Bank of New York v. Love

*304Order, Supreme Court, Bronx County (Alan Saks, J.), entered April 5, 2002, insofar as it denied nonparty appellants’ motion to compel the Referee at a foreclosure sale to transfer the foreclosed property to them without charging them for unpaid taxes and other assessments, unanimously reversed, on the law, without costs, and the motion granted.

Plaintiff Bank of New York was awarded a judgment of foreclosure and sale with regard to 153 West 175th Street in Bronx County. The judgment directed that the property be sold by a referee. With regard to certain outstanding taxes on the property, the judgment directed that “[t]he Referee may pay [from the proceeds of the sale] the taxes, assessments and water rates and taxes which are or may become liens on the premises at the time of sale with such interest or penalties which may have been lawfully accrued thereon to the date of such payment, or said Referee may allow the same to the Purchaser at the time of delivery of Deed upon production to said Referee of proper vouchers showing payment thereof. . ..” A notice of sale placed in the New York Law Journal indicated that the premises would be sold “subject to the provisions of the filed judgment . . . [and] is subject to the Terms of Sale.” With respect to taxes and other outstanding liabilities, the terms of sale stated that “[a]II unpaid taxes, assessments and water charges and sewer rents, which at the time of sale are liens or encumbrances upon the premises purchased herein must be paid by the Purchaser prior to the Closing Date . . . .” Appellants are the assignees of the successful bidder at the foreclosure sale. The memorandum of sale executed by them incorporated by reference the terms of sale.

At the closing, plaintiff bank demanded that appellants pay approximately $6,600 in outstanding taxes. However, appellants objected, contending that under Real Property Actions and Proceedings Law § 1354, taxes must be paid from the proceeds of the sale, and that the terms of sale are invalid to the extent that such contravenes the statute. When the closing did not occur, appellants moved by order to show cause for an order compelling the Referee to close on the sale without requiring the payment of taxes by appellants. Plaintiff cross-moved for an order declaring that appellants were in default for failing to timely close, and declaring a forfeiture of their down payment. The IAS court conditionally granted the cross motion in that appellants were afforded 10 days to either pay the taxes and close, or to not pay the taxes and not close, but to receive their down payment back and void the contract. The court concluded that *305the purchasers were obligated to satisfy the condition in the terms of sale regarding payment of taxes, notwithstanding that the language in the judgment indicated otherwise.

We reverse. Preliminarily, RPAPL 1354 (2) states that “[t]he officer .conducting the sale shall pay out of the proceeds all taxes, assessments, and water rates which are liens upon the property sold .... The sums necessary to make those payments . . . are deemed expenses of the sale.” In the present case, the judgment, but not the terms of sale, was consistent with the statute.
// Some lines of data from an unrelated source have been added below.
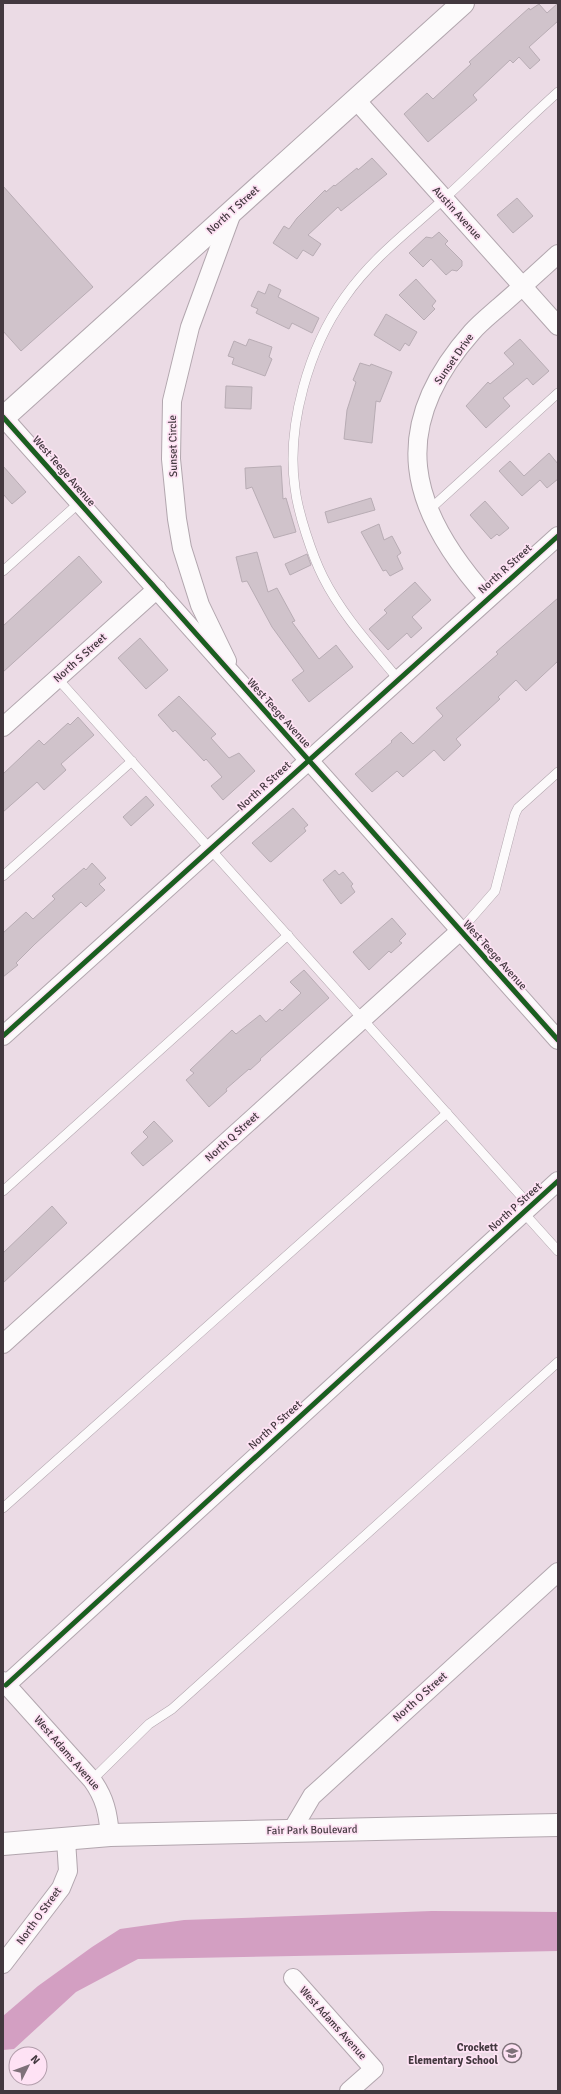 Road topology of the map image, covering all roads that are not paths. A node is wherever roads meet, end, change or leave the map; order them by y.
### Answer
1 (463, 3) edge
2 (558, 92) edge
3 (356, 100) junction
4 (444, 199) junction
5 (234, 210) junction
6 (558, 254) edge
7 (523, 286) junction
8 (558, 326) edge
9 (558, 393) edge
10 (3, 417) edge
11 (79, 503) junction
12 (428, 510) junction
13 (558, 536) edge
14 (3, 571) edge
15 (157, 589) junction
16 (488, 598) junction
17 (57, 678) junction
18 (398, 679) junction
19 (237, 681) junction
20 (3, 727) edge
21 (132, 760) junction
22 (308, 760) junction
23 (558, 772) edge
24 (211, 848) junction
25 (3, 876) edge
26 (460, 931) junction
27 (288, 935) junction
28 (363, 1019) junction
29 (3, 1036) edge
30 (558, 1040) edge
31 (447, 1113) junction
32 (558, 1181) edge
33 (3, 1191) edge
34 (527, 1209) junction
35 (558, 1251) edge
36 (3, 1344) edge
37 (558, 1362) edge
38 (3, 1508) edge
39 (558, 1572) edge
40 (5, 1683) edge
41 (92, 1780) junction
42 (558, 1825) edge
43 (292, 1830) junction
44 (110, 1835) junction
45 (66, 1840) junction
46 (3, 1844) edge
47 (3, 1964) edge
48 (293, 1978) dead end
49 (349, 2091) edge

1 - 3 street, North T Street
2 - 4 lane
3 - 4 street, Austin Avenue
3 - 5 street, North T Street
4 - 7 street, Austin Avenue
4 - 18 lane
5 - 10 street, North T Street
5 - 19 street, Sunset Circle
6 - 7 street, Sunset Drive
7 - 8 street, Austin Avenue
7 - 12 street, Sunset Drive
9 - 12 lane
10 - 11 street, West Teege Avenue
11 - 14 lane
11 - 15 street, West Teege Avenue
12 - 16 street, Sunset Drive
13 - 16 street, North R Street
15 - 17 street, North S Street
15 - 19 street, West Teege Avenue
16 - 18 street, North R Street
17 - 20 street, North S Street
17 - 21 lane
18 - 22 street, North R Street
19 - 22 street, West Teege Avenue
21 - 24 lane
21 - 25 lane
22 - 24 street, North R Street
22 - 26 street, West Teege Avenue
23 - 26 lane
24 - 27 lane
24 - 29 street, North R Street
26 - 28 street, North Q Street
26 - 30 street, West Teege Avenue
27 - 28 lane
27 - 33 lane
28 - 31 lane
28 - 36 street, North Q Street
31 - 34 lane
31 - 38 lane
32 - 34 street, North P Street
34 - 35 lane
34 - 40 street, North P Street
37 - 41 lane
39 - 43 street, North O Street
40 - 41 street, West Adams Avenue
41 - 44 street, West Adams Avenue
42 - 43 street, Fair Park Boulevard
43 - 44 street, Fair Park Boulevard
44 - 45 street, Fair Park Boulevard
45 - 46 street, Fair Park Boulevard
45 - 47 street, North O Street
48 - 49 street, West Adams Avenue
We have consistently held that a judicial sale of real property must conform to the judgment, and the terms of sale may not deviate from the judgment (Zouppas v Yannikidou, 16 AD2d 52, 55 [1962]; Battista v Liuzzi, 15 AD2d 910, 911 [1962]). In Zouppas, we specifically ruled that the terms of sale may not deviate from the judgment so as to provide a sale subject to tax liens not mentioned in the judgment, which were “vague and indefinite as to existence and amount. Such unauthorized terms of sale tend to discourage purchasers and to unjustly sacrifice the property of the owners thereof. . . .” (At 55.) Similarly, where the judgment directed that the sale be conducted in accordance with a specified referee’s report that itemized four liens, although the terms of sale could have required payment of those specified liens, the referee exceeded his authority by making the sale subject to any liens on the record at the time of sale (Phelan v Phelan, 148 AD2d 433 [1989]). So, too, in the present case, the judgment provides no authorization for the Referee to require the purchaser to pay the taxes without receiving a credit. Rather, the judgment provides only that the Referee may pay the taxes out of the proceeds, or allow the purchaser to pay the taxes and receive a credit upon tender of appropriate proofs of payment.

Renewal/reargument granted and, upon renewal/reargument, the decision and order of this Court entered herein on July 10, 2003 (307 AD2d 205 [2003]), is hereby recalled and vacated. Concur—Tom, J.P., Saxe, Williams, Lerner and Marlow, JJ.